• _DATA FOR THIS TASK_

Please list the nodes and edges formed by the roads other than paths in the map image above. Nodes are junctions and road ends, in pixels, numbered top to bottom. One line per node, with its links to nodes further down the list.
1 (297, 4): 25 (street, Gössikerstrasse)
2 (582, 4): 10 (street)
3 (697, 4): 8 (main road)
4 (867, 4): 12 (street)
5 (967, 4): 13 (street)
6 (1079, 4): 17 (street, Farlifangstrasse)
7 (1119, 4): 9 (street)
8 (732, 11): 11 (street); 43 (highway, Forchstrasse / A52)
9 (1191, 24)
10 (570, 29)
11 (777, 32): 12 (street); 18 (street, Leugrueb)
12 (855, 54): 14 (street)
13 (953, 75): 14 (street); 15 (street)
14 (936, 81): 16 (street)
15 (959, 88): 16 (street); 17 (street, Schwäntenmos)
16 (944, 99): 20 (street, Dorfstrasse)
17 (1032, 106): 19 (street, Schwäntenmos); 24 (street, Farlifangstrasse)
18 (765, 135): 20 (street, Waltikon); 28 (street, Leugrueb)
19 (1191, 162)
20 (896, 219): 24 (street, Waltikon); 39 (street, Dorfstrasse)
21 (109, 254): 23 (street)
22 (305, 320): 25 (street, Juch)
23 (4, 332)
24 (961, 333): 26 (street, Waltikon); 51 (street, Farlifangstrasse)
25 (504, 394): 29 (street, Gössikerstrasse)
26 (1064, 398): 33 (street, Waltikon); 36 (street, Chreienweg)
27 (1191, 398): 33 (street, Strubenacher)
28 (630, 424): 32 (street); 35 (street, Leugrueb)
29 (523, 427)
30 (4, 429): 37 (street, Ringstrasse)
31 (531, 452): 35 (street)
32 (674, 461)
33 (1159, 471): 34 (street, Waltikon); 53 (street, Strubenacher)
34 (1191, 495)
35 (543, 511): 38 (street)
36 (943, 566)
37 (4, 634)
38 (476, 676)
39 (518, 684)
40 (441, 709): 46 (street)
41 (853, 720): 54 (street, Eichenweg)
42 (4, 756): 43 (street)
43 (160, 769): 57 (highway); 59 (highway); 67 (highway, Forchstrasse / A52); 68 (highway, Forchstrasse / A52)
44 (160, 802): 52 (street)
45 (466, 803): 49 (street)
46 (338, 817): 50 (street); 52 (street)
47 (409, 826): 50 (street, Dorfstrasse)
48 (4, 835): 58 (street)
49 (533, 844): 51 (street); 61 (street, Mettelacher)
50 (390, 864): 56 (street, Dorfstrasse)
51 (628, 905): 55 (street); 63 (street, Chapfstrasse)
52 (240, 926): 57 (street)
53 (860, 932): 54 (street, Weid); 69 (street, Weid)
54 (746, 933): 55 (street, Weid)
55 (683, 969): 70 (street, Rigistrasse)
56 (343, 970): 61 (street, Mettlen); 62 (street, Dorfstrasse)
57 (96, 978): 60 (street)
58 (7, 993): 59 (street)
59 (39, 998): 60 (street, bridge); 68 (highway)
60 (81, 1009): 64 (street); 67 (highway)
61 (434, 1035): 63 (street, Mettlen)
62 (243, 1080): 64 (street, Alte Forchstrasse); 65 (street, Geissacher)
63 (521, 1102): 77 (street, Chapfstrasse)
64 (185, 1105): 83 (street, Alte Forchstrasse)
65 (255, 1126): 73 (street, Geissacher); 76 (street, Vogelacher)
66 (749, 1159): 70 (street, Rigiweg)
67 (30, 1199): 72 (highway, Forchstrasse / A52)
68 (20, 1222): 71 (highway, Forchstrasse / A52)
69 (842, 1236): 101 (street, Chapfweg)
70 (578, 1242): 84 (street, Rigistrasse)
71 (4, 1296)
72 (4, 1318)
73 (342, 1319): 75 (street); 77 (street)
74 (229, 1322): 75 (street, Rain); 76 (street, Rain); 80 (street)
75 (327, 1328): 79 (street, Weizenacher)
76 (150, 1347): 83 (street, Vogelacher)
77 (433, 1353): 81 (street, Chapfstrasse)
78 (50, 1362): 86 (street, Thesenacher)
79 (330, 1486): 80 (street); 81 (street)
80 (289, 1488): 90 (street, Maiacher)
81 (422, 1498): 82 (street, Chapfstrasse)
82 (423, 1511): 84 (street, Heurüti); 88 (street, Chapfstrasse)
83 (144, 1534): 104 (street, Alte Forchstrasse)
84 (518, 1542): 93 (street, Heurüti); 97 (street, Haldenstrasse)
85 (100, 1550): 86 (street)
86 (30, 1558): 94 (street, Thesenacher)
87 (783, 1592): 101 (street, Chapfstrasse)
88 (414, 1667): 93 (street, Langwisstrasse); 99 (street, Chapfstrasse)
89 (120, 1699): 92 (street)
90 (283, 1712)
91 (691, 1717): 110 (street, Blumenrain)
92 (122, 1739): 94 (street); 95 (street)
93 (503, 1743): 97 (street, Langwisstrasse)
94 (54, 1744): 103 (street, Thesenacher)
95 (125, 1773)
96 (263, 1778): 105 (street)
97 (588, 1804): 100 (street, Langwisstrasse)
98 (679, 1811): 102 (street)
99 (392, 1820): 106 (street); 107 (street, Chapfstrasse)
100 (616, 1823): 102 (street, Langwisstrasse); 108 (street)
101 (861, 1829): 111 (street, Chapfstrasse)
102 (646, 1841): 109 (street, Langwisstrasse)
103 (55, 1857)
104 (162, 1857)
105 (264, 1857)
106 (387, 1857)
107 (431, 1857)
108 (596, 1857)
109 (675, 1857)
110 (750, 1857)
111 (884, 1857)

• _WORK ORDER_
Please restate the material above, word for word and in full.

• _YOUR SOLUTION_
Please list the nodes and edges formed by the roads other than paths in the map image above. Nodes are junctions and road ends, in pixels, numbered top to bottom. One line per node, with its links to nodes further down the list.
1 (297, 4): 25 (street, Gössikerstrasse)
2 (582, 4): 10 (street)
3 (697, 4): 8 (main road)
4 (867, 4): 12 (street)
5 (967, 4): 13 (street)
6 (1079, 4): 17 (street, Farlifangstrasse)
7 (1119, 4): 9 (street)
8 (732, 11): 11 (street); 43 (highway, Forchstrasse / A52)
9 (1191, 24)
10 (570, 29)
11 (777, 32): 12 (street); 18 (street, Leugrueb)
12 (855, 54): 14 (street)
13 (953, 75): 14 (street); 15 (street)
14 (936, 81): 16 (street)
15 (959, 88): 16 (street); 17 (street, Schwäntenmos)
16 (944, 99): 20 (street, Dorfstrasse)
17 (1032, 106): 19 (street, Schwäntenmos); 24 (street, Farlifangstrasse)
18 (765, 135): 20 (street, Waltikon); 28 (street, Leugrueb)
19 (1191, 162)
20 (896, 219): 24 (street, Waltikon); 39 (street, Dorfstrasse)
21 (109, 254): 23 (street)
22 (305, 320): 25 (street, Juch)
23 (4, 332)
24 (961, 333): 26 (street, Waltikon); 51 (street, Farlifangstrasse)
25 (504, 394): 29 (street, Gössikerstrasse)
26 (1064, 398): 33 (street, Waltikon); 36 (street, Chreienweg)
27 (1191, 398): 33 (street, Strubenacher)
28 (630, 424): 32 (street); 35 (street, Leugrueb)
29 (523, 427)
30 (4, 429): 37 (street, Ringstrasse)
31 (531, 452): 35 (street)
32 (674, 461)
33 (1159, 471): 34 (street, Waltikon); 53 (street, Strubenacher)
34 (1191, 495)
35 (543, 511): 38 (street)
36 (943, 566)
37 (4, 634)
38 (476, 676)
39 (518, 684)
40 (441, 709): 46 (street)
41 (853, 720): 54 (street, Eichenweg)
42 (4, 756): 43 (street)
43 (160, 769): 57 (highway); 59 (highway); 67 (highway, Forchstrasse / A52); 68 (highway, Forchstrasse / A52)
44 (160, 802): 52 (street)
45 (466, 803): 49 (street)
46 (338, 817): 50 (street); 52 (street)
47 (409, 826): 50 (street, Dorfstrasse)
48 (4, 835): 58 (street)
49 (533, 844): 51 (street); 61 (street, Mettelacher)
50 (390, 864): 56 (street, Dorfstrasse)
51 (628, 905): 55 (street); 63 (street, Chapfstrasse)
52 (240, 926): 57 (street)
53 (860, 932): 54 (street, Weid); 69 (street, Weid)
54 (746, 933): 55 (street, Weid)
55 (683, 969): 70 (street, Rigistrasse)
56 (343, 970): 61 (street, Mettlen); 62 (street, Dorfstrasse)
57 (96, 978): 60 (street)
58 (7, 993): 59 (street)
59 (39, 998): 60 (street, bridge); 68 (highway)
60 (81, 1009): 64 (street); 67 (highway)
61 (434, 1035): 63 (street, Mettlen)
62 (243, 1080): 64 (street, Alte Forchstrasse); 65 (street, Geissacher)
63 (521, 1102): 77 (street, Chapfstrasse)
64 (185, 1105): 83 (street, Alte Forchstrasse)
65 (255, 1126): 73 (street, Geissacher); 76 (street, Vogelacher)
66 (749, 1159): 70 (street, Rigiweg)
67 (30, 1199): 72 (highway, Forchstrasse / A52)
68 (20, 1222): 71 (highway, Forchstrasse / A52)
69 (842, 1236): 101 (street, Chapfweg)
70 (578, 1242): 84 (street, Rigistrasse)
71 (4, 1296)
72 (4, 1318)
73 (342, 1319): 75 (street); 77 (street)
74 (229, 1322): 75 (street, Rain); 76 (street, Rain); 80 (street)
75 (327, 1328): 79 (street, Weizenacher)
76 (150, 1347): 83 (street, Vogelacher)
77 (433, 1353): 81 (street, Chapfstrasse)
78 (50, 1362): 86 (street, Thesenacher)
79 (330, 1486): 80 (street); 81 (street)
80 (289, 1488): 90 (street, Maiacher)
81 (422, 1498): 82 (street, Chapfstrasse)
82 (423, 1511): 84 (street, Heurüti); 88 (street, Chapfstrasse)
83 (144, 1534): 104 (street, Alte Forchstrasse)
84 (518, 1542): 93 (street, Heurüti); 97 (street, Haldenstrasse)
85 (100, 1550): 86 (street)
86 (30, 1558): 94 (street, Thesenacher)
87 (783, 1592): 101 (street, Chapfstrasse)
88 (414, 1667): 93 (street, Langwisstrasse); 99 (street, Chapfstrasse)
89 (120, 1699): 92 (street)
90 (283, 1712)
91 (691, 1717): 110 (street, Blumenrain)
92 (122, 1739): 94 (street); 95 (street)
93 (503, 1743): 97 (street, Langwisstrasse)
94 (54, 1744): 103 (street, Thesenacher)
95 (125, 1773)
96 (263, 1778): 105 (street)
97 (588, 1804): 100 (street, Langwisstrasse)
98 (679, 1811): 102 (street)
99 (392, 1820): 106 (street); 107 (street, Chapfstrasse)
100 (616, 1823): 102 (street, Langwisstrasse); 108 (street)
101 (861, 1829): 111 (street, Chapfstrasse)
102 (646, 1841): 109 (street, Langwisstrasse)
103 (55, 1857)
104 (162, 1857)
105 (264, 1857)
106 (387, 1857)
107 (431, 1857)
108 (596, 1857)
109 (675, 1857)
110 (750, 1857)
111 (884, 1857)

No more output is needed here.